Ainsi, devant le nombre d’agressions émanant de patients ou d’accompagnants et déclarés dans le baromètre 2019, le secrétaire d’État a écouté les soignants : « je suis horrifié que les personnels du NHS puissent être agressés au travail… Ce ne doit plus être le cas… Vous devez pouvoir travailler dans un environnement qui préserve votre santé physique et morale ». Ne se contentant pas de compatir, Matt Hancock est allé plus loin, en demandant que les mesures prises en 2018 (notification systématique à la police des agressions, doublement des peines en cas d’agression envers des soignants) et possibilité de droit de retrait des soignants face à des patients agressifs (non psychiatriques ou déments) soient étendues aux agressions verbales et propos discriminatoires.

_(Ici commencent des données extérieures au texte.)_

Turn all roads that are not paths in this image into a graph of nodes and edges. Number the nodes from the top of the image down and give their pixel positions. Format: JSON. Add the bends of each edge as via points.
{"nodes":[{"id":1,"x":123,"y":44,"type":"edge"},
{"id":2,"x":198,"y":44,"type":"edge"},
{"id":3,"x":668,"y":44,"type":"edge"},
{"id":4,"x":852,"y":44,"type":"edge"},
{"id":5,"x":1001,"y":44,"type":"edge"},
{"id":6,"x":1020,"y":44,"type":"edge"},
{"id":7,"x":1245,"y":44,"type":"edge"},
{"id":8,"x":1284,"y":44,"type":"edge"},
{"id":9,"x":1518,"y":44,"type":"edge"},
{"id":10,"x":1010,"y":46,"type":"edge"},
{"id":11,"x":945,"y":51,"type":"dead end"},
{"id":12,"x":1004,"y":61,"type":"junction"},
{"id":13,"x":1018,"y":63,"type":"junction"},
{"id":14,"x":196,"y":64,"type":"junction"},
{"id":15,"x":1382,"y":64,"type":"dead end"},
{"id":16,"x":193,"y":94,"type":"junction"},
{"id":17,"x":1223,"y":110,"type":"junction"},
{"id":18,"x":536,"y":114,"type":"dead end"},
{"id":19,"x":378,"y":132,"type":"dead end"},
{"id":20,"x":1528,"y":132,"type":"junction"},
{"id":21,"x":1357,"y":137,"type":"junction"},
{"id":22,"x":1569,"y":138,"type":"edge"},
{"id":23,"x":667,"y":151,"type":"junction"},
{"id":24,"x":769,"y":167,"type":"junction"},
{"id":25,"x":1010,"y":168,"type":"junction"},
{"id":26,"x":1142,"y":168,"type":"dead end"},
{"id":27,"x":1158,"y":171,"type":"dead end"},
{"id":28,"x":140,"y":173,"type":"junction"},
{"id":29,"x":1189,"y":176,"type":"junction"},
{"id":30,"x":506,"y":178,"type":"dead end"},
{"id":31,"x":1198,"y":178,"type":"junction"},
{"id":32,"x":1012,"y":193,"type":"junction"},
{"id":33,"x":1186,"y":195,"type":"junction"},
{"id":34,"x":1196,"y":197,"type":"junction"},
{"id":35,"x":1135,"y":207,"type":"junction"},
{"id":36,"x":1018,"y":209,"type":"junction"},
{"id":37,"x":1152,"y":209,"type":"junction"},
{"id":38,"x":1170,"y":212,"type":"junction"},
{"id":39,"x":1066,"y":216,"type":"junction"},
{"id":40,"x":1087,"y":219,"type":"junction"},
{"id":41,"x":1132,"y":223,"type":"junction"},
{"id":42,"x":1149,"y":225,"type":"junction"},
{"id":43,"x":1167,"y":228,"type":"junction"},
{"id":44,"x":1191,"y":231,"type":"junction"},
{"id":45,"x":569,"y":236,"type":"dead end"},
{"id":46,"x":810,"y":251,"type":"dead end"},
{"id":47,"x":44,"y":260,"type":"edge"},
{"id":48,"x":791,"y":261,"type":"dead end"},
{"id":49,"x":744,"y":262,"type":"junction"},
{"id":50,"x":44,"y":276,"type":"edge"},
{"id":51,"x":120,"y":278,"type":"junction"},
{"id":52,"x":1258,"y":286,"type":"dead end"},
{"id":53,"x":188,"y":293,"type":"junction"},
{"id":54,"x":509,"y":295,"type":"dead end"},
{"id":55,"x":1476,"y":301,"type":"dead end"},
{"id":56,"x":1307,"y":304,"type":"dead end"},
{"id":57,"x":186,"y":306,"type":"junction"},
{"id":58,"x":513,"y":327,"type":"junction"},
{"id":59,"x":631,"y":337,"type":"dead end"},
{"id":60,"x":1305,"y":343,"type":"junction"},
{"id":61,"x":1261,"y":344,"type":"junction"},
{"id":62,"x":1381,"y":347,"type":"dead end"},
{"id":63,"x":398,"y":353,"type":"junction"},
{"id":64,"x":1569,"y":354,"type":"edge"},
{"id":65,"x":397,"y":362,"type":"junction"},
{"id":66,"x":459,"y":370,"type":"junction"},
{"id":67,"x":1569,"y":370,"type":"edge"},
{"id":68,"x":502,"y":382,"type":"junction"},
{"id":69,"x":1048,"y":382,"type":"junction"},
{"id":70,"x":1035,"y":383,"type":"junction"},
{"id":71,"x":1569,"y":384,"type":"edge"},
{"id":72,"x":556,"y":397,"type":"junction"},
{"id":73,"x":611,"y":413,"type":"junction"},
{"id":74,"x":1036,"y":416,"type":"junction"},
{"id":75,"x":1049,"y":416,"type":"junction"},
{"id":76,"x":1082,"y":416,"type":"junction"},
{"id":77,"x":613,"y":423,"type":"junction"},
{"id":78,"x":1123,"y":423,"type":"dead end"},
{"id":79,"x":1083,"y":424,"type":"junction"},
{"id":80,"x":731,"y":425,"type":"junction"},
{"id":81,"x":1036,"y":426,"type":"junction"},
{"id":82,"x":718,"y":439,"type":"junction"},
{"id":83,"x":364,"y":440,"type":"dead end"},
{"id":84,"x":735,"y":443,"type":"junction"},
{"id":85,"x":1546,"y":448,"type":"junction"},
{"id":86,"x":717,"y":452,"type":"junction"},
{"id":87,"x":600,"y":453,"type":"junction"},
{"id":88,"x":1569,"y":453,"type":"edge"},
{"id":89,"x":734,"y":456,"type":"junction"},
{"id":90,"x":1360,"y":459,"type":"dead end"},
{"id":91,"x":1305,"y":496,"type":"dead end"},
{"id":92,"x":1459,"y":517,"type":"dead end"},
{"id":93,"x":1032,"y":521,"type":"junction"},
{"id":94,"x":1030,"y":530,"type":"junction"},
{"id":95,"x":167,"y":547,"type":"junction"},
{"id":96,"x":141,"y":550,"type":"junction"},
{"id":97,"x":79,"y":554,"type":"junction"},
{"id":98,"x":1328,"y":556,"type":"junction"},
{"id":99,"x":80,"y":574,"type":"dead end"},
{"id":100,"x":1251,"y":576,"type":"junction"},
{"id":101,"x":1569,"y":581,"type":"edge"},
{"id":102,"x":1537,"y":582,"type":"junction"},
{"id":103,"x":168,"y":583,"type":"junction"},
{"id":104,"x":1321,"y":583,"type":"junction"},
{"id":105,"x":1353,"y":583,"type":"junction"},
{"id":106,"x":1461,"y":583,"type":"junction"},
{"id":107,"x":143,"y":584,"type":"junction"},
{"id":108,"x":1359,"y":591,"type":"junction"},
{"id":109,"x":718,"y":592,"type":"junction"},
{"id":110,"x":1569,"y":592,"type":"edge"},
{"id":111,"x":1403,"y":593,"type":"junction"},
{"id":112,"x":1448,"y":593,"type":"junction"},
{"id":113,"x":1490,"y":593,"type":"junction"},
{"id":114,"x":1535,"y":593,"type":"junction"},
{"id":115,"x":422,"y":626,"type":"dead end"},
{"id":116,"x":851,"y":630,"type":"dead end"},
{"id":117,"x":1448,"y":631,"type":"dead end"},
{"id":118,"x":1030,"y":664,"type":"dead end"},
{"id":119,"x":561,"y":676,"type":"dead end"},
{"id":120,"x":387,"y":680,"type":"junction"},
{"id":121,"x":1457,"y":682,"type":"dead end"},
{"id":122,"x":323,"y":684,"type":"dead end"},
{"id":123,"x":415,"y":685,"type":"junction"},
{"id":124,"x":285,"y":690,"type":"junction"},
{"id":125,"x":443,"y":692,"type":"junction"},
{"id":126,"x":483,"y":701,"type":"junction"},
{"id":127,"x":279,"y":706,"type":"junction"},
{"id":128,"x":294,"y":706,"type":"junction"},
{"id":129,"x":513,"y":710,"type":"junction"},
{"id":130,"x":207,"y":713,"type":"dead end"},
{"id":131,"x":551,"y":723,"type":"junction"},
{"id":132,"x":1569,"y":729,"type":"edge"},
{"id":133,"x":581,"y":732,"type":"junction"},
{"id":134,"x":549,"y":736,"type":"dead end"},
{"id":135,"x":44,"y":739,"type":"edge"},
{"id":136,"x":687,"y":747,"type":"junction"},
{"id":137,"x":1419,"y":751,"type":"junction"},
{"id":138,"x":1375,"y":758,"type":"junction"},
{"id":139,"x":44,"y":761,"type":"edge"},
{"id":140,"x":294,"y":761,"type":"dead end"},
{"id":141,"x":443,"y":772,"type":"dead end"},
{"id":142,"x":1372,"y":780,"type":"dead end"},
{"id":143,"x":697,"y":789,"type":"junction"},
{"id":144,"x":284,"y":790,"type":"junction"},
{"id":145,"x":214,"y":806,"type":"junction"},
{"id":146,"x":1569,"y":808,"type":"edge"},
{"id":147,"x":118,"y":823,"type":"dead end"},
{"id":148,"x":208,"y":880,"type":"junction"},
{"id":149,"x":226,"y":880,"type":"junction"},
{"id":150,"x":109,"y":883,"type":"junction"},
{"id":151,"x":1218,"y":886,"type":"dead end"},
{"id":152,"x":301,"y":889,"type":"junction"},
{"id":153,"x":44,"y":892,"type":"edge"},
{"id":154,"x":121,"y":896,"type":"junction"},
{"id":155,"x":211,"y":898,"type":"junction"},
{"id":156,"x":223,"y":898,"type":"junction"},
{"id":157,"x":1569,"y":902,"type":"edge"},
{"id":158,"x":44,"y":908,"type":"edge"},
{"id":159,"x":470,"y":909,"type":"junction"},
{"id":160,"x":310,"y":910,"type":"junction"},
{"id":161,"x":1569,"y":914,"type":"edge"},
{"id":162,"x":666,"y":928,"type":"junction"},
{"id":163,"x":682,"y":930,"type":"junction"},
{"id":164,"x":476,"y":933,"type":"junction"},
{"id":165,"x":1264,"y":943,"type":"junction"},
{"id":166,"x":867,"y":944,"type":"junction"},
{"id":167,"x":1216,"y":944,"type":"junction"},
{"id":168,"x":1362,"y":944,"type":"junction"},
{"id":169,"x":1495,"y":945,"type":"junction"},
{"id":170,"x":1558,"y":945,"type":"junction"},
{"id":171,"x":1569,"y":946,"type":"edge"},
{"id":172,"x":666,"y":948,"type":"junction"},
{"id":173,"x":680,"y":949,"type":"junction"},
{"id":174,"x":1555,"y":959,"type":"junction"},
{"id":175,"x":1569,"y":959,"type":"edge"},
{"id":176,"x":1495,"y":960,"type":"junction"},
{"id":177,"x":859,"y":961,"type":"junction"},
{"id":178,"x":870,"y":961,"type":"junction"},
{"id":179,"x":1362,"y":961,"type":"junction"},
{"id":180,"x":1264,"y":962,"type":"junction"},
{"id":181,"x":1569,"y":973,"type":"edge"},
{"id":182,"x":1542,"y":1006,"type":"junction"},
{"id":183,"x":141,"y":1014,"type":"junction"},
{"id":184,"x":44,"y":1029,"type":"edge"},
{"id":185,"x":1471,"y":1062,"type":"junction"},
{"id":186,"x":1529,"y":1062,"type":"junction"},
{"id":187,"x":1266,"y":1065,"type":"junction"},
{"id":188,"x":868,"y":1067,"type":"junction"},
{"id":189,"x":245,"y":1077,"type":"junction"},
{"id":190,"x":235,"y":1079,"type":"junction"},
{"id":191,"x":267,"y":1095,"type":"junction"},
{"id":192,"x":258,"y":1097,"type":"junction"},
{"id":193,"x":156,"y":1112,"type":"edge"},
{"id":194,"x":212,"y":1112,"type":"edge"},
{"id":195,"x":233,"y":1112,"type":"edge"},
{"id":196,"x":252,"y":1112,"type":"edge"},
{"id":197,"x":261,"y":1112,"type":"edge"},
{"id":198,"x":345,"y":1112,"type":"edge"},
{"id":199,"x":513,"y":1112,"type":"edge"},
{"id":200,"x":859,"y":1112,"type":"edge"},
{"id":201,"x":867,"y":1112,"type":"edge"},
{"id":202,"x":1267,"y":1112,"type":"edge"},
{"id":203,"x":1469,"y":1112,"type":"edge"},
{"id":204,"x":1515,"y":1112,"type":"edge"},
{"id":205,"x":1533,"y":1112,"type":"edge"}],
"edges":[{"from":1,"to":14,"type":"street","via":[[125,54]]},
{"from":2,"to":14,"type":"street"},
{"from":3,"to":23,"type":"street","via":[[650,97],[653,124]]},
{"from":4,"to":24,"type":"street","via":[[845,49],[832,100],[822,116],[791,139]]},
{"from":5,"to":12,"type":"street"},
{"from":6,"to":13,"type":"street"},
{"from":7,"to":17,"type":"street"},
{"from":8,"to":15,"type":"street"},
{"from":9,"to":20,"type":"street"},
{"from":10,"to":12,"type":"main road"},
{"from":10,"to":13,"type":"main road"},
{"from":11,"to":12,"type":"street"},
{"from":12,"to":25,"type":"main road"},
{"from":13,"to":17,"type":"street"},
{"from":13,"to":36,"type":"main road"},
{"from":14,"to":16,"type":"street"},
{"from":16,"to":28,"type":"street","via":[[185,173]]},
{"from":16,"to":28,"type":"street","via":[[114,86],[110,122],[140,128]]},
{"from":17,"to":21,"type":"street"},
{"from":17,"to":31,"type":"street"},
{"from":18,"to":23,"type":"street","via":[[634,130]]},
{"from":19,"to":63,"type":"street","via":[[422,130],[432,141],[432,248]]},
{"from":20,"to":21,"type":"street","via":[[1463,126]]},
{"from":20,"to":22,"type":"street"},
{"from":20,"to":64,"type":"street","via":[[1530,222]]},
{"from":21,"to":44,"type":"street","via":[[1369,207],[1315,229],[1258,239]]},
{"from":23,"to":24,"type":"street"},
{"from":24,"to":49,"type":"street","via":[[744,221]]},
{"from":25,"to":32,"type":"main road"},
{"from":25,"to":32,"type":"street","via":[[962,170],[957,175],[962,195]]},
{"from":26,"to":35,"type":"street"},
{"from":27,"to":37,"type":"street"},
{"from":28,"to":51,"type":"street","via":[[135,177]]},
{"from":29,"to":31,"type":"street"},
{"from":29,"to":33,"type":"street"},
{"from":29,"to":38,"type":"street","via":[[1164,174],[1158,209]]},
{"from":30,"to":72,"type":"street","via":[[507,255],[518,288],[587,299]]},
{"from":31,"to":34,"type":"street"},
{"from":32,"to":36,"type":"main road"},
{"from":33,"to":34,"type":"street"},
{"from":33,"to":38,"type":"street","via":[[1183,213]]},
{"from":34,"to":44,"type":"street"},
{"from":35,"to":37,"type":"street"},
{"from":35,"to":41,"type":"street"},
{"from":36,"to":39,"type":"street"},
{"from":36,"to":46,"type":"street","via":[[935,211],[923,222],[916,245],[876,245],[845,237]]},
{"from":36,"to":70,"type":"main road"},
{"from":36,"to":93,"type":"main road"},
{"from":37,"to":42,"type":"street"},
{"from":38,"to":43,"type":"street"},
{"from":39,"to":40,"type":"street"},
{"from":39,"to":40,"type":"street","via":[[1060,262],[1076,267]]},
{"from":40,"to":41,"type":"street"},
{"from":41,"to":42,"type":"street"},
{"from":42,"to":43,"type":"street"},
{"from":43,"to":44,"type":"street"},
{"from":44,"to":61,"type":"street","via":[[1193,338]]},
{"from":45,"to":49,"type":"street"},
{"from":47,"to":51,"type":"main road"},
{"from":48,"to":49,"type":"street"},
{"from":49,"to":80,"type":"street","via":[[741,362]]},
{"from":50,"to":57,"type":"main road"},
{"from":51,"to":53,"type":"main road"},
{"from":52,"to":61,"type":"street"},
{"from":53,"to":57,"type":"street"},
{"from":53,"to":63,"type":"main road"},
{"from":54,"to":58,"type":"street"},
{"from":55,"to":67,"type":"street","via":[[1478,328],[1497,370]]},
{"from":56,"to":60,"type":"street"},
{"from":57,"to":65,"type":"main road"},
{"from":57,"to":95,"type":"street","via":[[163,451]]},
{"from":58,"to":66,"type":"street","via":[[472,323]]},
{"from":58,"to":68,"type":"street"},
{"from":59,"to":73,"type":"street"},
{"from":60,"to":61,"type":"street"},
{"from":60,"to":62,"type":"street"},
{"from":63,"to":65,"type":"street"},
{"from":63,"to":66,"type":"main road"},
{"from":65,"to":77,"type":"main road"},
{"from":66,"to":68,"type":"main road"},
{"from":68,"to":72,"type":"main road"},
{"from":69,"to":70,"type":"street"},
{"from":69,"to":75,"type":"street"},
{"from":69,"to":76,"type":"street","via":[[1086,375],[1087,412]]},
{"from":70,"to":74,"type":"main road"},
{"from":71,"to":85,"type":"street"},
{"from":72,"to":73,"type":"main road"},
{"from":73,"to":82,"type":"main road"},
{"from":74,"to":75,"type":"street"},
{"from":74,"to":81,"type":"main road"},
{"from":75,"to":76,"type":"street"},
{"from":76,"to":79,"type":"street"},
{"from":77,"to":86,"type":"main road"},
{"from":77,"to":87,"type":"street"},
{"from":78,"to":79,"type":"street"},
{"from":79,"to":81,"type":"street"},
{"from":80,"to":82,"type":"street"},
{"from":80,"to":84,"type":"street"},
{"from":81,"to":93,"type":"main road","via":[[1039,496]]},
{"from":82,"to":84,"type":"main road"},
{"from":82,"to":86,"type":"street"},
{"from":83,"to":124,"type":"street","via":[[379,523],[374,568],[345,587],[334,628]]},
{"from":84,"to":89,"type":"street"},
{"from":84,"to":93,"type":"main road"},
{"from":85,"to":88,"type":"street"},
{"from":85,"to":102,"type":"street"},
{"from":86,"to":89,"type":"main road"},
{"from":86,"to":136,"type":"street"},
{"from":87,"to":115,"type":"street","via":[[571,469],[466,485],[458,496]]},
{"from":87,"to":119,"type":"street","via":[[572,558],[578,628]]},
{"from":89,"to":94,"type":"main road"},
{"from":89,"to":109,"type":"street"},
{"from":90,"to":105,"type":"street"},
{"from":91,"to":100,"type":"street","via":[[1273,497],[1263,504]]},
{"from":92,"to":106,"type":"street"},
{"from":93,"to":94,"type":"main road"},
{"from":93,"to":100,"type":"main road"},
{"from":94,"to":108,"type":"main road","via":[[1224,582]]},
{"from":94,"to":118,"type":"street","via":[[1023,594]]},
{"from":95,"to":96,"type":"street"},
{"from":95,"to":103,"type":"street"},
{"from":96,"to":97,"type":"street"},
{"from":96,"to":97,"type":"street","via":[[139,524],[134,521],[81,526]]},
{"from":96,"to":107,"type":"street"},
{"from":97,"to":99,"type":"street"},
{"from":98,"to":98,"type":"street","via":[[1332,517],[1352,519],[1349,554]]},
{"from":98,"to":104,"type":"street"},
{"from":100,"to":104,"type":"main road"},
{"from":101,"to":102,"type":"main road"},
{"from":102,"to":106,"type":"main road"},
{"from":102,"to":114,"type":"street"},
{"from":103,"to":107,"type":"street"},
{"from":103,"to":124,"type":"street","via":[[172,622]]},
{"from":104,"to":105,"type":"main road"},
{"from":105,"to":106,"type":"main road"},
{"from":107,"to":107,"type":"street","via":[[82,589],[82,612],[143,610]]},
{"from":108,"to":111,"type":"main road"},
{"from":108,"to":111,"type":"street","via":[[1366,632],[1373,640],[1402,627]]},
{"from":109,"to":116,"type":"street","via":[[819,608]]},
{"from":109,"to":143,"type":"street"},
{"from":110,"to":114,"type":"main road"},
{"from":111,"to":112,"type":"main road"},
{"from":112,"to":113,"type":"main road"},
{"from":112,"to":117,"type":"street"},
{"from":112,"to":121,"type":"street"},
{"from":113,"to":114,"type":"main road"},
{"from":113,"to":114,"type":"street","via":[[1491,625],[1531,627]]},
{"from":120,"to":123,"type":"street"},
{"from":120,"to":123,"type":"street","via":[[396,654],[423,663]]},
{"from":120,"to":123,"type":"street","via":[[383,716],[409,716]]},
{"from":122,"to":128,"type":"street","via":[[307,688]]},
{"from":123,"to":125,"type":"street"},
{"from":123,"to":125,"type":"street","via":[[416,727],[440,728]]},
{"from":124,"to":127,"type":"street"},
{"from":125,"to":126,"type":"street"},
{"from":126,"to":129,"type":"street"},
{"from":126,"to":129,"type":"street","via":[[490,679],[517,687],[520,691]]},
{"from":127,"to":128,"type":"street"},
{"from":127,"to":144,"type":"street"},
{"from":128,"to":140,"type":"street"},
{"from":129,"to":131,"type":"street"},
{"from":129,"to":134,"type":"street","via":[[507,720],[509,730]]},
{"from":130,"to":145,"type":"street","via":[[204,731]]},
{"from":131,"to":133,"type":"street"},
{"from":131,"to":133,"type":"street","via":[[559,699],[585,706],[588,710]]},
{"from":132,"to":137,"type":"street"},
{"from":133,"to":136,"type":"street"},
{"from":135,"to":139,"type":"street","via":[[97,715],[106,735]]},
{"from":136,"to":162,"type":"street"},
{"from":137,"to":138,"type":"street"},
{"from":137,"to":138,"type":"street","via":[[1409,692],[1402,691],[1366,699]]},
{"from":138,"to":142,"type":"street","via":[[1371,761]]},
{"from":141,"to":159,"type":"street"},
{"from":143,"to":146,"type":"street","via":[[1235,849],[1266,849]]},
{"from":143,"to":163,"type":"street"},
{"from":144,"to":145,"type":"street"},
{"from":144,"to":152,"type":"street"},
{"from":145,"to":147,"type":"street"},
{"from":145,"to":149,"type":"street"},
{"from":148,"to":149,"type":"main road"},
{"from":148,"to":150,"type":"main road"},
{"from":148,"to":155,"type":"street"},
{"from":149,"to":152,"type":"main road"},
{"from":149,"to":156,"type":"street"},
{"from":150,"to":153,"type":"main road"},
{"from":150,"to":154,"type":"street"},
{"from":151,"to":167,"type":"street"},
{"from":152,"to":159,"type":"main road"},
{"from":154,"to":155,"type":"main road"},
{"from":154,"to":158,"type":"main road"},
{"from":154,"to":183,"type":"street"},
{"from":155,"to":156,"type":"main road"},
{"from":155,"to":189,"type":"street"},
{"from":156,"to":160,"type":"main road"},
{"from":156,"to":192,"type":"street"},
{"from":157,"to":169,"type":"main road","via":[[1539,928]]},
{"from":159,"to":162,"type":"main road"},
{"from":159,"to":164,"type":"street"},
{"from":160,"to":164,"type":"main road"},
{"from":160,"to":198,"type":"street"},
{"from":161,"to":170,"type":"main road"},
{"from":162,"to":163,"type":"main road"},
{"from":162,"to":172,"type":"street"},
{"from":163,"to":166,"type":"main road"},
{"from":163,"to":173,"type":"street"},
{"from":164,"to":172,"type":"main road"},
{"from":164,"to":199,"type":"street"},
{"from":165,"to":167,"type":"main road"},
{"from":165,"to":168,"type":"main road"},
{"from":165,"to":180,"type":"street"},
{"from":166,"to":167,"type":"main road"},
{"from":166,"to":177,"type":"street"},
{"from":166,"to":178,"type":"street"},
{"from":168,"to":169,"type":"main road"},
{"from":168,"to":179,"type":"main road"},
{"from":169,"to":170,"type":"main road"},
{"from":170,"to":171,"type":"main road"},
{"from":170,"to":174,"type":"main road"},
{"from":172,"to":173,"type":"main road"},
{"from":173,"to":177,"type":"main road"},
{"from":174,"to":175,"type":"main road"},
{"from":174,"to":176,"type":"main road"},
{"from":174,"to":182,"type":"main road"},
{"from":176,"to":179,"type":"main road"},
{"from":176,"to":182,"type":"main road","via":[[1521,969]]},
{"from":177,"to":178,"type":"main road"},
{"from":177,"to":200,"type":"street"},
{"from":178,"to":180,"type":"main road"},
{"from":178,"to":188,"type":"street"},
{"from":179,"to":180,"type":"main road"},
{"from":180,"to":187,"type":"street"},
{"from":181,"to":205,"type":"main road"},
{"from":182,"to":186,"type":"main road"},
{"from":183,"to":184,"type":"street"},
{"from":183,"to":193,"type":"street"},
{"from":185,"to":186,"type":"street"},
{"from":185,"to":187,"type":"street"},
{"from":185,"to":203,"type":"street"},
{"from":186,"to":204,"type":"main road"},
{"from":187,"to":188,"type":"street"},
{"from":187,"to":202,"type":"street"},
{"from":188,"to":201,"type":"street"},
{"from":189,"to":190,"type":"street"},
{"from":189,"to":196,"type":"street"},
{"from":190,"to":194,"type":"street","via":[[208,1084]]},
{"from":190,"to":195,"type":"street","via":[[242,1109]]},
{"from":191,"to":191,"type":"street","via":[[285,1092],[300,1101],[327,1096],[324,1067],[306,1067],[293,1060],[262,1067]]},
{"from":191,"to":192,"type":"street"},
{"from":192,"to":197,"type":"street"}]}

Personnel des ambulances et urgences en première ligne
La situation concerne certains personnels plus que d'autres. En Grande-Bretagne, selon le baromètre NHS 2019, 14,9 % des soignants ont eu à faire face à au moins un incident avec violence physique de la part des patients ou de leur entourage dans les 12 derniers mois. Ce chiffre passe à 34 % dans le personnel des ambulances, des urgences et à 20,3 % dans les services de psychiatrie. Quant à la violence verbale avec discrimination selon les origines ethniques, le genre, la religion, l’âge ou l’orientation sexuelle 7,2 % des soignants y ont fait face en 2019 (contre 5,8 % en 2015).
En France, principe d’égalité des soins à l’hôpital
En France, le code de déontologie médicale précise : « hors le cas d’urgence et celui où il manquerait à̀ ses devoirs d’humanité́, un médecin a le droit de refuser ses soins pour des raisons professionnelles ou personnelles. » Cette disposition vaut surtout pour les médecins libéraux. Les règles sont quelque peu différentes dans le cadre de la médecine hospitalière. En effet, le patient n’est pas lié au praticien qui le prend en charge par un contrat, il est un usager du service et le médecin qui le prend en charge n’est pas choisi par lui.
Comme tous les services publics, le secteur hospitalier est tenu au respect des principes fondamentaux d’égalité́, de continuité́, de neutralité́ et de mutabilité́. La problématique de l’accès aux soins, et du refus de soins qui pourrait être opposé́ à̀ un usager se pose tout d’abord sous l’angle du principe d’égalité́. Ainsi, un établissement public de soins est tenu de garantir à̀ tous un égal accès aux soins. Et que se passe-t-il si une équipe refuse l’admission d’un patient dans le service en raison de problèmes de violence préexistants ? L’article R. 1112-12 du Code de la santé́ publique précise qu’ « en cas de refus d'admettre un malade qui remplit les conditions requises pour être admis, alors que les disponibilités en lits de l'établissement permettent de le recevoir, l'admission peut être prononcée par le directeur de l'agence régionale de santé́ ». Il existe ainsi une procédure permettant de pallier un refus de soins constitué par un refus d’admission.
Donc à ce jour en France, aucune mesure de refus de soins n’est possible dans un établissement hospitalier, quand bien même le patient est violent ou agressif verbalement. C’est pour répondre à cette agressivité croissante à laquelle sont confrontés, en particulier, les personnels des urgences, qu’en juillet 2019, une prime de risque de 100 euros a été attribuée aux soignants (hors médecins) travaillant dans les services d’urgence. La CGT AP-HP estime que, chaque semaine, trois soignants se font agresser aux urgences et cette tendance est retrouvée dans tout l’hexagone, même si, de plus en plus souvent, les soignants et leur hiérarchie portent plainte.